Tengok saja. Saat orang Papua mencari rezeki,
menambang tailing di Kali Kabur Wanomen, mereka dihalau secara kasar oleh
Satpam PT. Freeport dan aparat keamanan Indonesia, mereka ditembak dan jatuh
korban. Tidak terbayangkan, yang mereka usir adalah saudara sendiri yang
mencari secangkir rezeki dari limbah gunung kemakmuran milik mereka. Apakah
untuk mendapat emas sebesar butir pasir di limbah industri PT Freeport, mereka
malah kehilangan nyawanya!
Rasa sedih menyergap manakala disadari ada kota
modern, Kuala Kencana, dekat Timika, tempat para petinggi PT. Freeport
bersemayam.
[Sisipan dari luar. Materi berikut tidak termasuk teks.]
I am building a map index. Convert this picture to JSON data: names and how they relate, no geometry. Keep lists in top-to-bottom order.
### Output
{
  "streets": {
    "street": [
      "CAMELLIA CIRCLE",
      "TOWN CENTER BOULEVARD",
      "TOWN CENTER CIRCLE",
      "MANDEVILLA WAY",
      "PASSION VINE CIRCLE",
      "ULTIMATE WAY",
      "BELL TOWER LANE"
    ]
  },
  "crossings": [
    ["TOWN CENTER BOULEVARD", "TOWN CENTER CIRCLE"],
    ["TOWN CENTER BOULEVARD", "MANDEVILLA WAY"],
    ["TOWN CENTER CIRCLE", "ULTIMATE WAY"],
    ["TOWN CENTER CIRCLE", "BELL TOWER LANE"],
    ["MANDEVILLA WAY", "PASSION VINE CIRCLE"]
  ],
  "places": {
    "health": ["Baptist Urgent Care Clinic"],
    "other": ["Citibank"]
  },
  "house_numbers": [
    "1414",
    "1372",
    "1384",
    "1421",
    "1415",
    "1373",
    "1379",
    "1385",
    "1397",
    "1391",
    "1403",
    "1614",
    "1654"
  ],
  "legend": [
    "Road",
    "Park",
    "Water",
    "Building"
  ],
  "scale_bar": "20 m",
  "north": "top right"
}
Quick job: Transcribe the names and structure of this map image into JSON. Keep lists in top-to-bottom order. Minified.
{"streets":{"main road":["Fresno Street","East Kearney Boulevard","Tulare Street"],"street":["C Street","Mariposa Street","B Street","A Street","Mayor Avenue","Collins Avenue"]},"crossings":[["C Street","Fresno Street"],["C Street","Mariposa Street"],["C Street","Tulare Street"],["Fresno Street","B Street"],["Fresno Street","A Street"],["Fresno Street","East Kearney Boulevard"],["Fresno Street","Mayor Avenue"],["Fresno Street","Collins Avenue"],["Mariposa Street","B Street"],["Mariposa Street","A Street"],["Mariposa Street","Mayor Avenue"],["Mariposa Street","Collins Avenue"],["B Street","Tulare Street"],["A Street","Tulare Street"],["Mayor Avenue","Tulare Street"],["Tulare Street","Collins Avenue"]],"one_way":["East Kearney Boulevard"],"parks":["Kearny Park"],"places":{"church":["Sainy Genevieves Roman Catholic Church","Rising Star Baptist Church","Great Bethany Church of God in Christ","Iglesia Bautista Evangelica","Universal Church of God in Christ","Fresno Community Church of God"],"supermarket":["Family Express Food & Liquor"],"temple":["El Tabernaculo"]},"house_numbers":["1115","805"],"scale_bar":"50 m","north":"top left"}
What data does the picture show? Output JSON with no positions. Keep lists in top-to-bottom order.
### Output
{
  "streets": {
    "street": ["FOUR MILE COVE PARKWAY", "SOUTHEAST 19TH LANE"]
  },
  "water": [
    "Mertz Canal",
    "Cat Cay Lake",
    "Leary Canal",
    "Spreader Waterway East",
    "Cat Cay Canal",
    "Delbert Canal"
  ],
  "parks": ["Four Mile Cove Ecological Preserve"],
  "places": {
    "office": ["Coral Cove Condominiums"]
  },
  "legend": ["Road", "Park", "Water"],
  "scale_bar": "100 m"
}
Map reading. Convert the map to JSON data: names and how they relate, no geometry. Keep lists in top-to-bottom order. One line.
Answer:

Sementara 6-7 kilometer dari kota itu ada rumah yatim piatu Papua
yang taraf kehidupannya sama seperti sebelum mereka “ditemukan”. Dalam radius
itu, bisa ditemukan saudara-saudara kita yang masih mengenakan koteka.
Entahlah. Kapan semua itu berakhir? I love papua so much.
Penulis : Johan Kabor Byak. (Sumber: Lisa peares, dan New York Times )
0 thoughts on “Sudut Pandang Sejarah Kehadiran PT.Freeport Indonesia Membawa Pelanggaran Hak Asasi Manusia. ”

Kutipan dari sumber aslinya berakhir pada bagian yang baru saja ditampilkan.